– Ну! ну! – говорил он. – Бог тебя простит! Перестань плакать, помиримся.
Явление сие и таковые неожиданные слова еще более усугубили мою горесть и слезы.
– Не в чем меня, – отвечал я сквозь слезы, – ни Богу, ни вам прощать, я ничего не сделал, и вы Бога, сударь, не боитесь, что так меня измучили совсем напрасно; батюшка и матушка как изволят, а я упаду к ногам их и буду просить, чтоб они меня помиловали.
Сей ответ мой еще более встревожил его, ибо надобно знать, что таковое дружное и скорое превращение его было по причине: он приметил, что во время сечения и ярости своей поступил он слишком неосторожно и розгами попал мне в лицо и произвел превеликий рубец на щеке и в самой близости подле глаза. Сего обстоятельства я и сам тогда еще не ведал, а он, как ни зол был, однако легко мог предвидеть, что за сие будет ему от родителей моих превеликая гонка. Он раскаивался тогда, но уже было поздно, что поступил со мною так бесчеловечно, и не знал чем пособить сему злу и чем и как бы скрыть и утаить сие дело от узнания моих родителей. Самое сие принудило его надеть на себя овечье платье, сделаться сущею лисицею и всячески стараться меня улещивать и уговаривать, чтоб я сказал, что рубец сей получил не от сечения, а будто бы ходил в сад и застегнул себе лицо нечаянно хворостиною.

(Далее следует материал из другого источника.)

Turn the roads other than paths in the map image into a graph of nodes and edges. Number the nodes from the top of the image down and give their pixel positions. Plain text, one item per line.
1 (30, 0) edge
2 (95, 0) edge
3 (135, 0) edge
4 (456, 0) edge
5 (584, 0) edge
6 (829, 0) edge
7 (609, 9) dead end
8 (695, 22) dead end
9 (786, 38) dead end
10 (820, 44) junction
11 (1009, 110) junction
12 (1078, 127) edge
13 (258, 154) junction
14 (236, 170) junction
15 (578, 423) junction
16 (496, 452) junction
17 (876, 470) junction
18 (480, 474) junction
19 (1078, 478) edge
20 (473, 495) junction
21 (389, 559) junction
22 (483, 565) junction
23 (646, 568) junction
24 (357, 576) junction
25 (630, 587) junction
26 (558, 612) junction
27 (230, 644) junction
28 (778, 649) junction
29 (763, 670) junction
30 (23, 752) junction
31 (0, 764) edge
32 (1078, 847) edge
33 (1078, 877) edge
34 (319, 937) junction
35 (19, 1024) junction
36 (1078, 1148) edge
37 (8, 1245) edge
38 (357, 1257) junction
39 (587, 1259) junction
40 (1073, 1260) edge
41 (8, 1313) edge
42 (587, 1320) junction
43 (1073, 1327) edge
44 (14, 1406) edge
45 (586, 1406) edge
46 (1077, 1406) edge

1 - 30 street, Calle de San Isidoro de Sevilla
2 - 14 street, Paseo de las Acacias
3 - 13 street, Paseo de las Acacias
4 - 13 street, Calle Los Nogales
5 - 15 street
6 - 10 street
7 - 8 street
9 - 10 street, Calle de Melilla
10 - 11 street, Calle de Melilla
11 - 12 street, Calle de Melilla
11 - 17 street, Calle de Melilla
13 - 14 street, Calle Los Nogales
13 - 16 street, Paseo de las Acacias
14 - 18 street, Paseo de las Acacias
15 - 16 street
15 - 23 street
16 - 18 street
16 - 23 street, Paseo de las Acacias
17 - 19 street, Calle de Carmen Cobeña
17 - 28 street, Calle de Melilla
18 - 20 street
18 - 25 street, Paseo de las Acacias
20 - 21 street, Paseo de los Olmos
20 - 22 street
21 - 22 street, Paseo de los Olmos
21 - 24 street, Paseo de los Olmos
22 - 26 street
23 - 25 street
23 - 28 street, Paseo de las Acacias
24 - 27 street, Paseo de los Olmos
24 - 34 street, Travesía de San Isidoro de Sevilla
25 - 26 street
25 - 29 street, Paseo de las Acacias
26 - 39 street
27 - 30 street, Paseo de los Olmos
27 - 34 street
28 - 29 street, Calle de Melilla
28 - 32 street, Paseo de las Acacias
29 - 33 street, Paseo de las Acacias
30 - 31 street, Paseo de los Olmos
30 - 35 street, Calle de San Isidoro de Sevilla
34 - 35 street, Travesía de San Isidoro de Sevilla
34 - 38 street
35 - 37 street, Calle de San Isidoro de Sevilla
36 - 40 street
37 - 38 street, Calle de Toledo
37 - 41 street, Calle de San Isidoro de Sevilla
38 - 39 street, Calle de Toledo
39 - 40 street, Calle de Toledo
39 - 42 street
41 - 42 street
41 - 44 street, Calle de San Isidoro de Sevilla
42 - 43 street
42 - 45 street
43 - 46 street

Но я не таков был глуп, чтоб тотчас на сие предложение и согласиться, но, узнавши сие обстоятельство, восторжествовал над моим мучителем: смеялся внутренно его трусости и малодушию и в некоторое отомщение за претерпенные от него невинно побои помучил его часа три своею несговорчивостью и нехотением утаить сего дела от родителей, и довел его наконец до того, что он перетрусился в прах, не знал, что делать, ласкал меня всем, чем можно, надавал тысячу клятв и обещаний, что впредь меня сечь не станет, насулил мне ягод и конфектов; и всем тем и неотступными просьбами убедил меня наконец к тому, что я согласился по крайней мере не приносить родителям моим на него жалобы.
Сие слово я хотя и сдержал, однако дело сие не могло никак утаиться в доме: сестра моя, любившая меня весьма горячо, приметив рубец, тотчас меня стала спрашивать; я хотя и не хотел сказывать, но догадались и сами. Тотчас узнала и покойная моя мать, и не только учителю моему дала превеликую за то гонку, но поссорилась за то почти и с моим отцом; но сей, не узнав всей истины, не уважал сего дела по достоинству и через самое то дал учителю моему поползновение и вперед предпринимать дела тому подобные. Говорил ли он от себя что-нибудь учителю, того уж я не знаю; но как бы то ни было, но тем история сия тогда кончилась, и учитель мой несколько времени был посмирнее, однако не надолго, а скоро принялся опять за свое глупое ремесло, как о том упомянется впоследствии.